### Dataset records
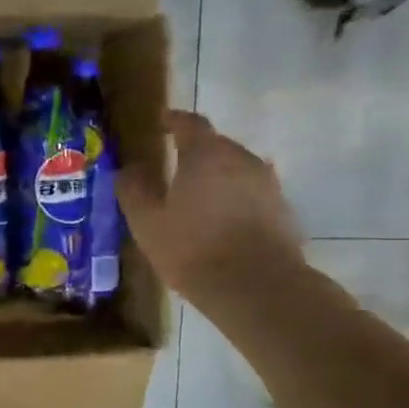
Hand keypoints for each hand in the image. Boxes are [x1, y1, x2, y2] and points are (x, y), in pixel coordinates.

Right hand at [118, 109, 302, 300]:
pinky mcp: (282, 209)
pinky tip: (219, 219)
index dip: (174, 120)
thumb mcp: (147, 222)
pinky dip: (233, 197)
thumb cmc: (192, 248)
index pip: (190, 123)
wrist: (257, 287)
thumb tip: (126, 169)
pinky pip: (250, 192)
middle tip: (173, 165)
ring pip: (235, 169)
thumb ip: (133, 190)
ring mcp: (267, 184)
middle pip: (216, 145)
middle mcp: (242, 159)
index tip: (162, 121)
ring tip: (195, 195)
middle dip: (194, 150)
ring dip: (215, 175)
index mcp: (206, 154)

### Problem to solve
Starting at the line that contains "thumb cmc: (192, 248)", print every line through the last one of the records, exactly and with nothing else.

### Final answer
thumb cmc: (192, 248)
index pip: (190, 123)
wrist: (257, 287)
thumb tip: (126, 169)
pinky pip: (250, 192)
middle tip: (173, 165)
ring pip: (235, 169)
thumb ip: (133, 190)
ring mcp: (267, 184)
middle pip: (216, 145)
middle mcp: (242, 159)
index tip: (162, 121)
ring tip: (195, 195)
middle dip: (194, 150)
ring dip: (215, 175)
index mcp: (206, 154)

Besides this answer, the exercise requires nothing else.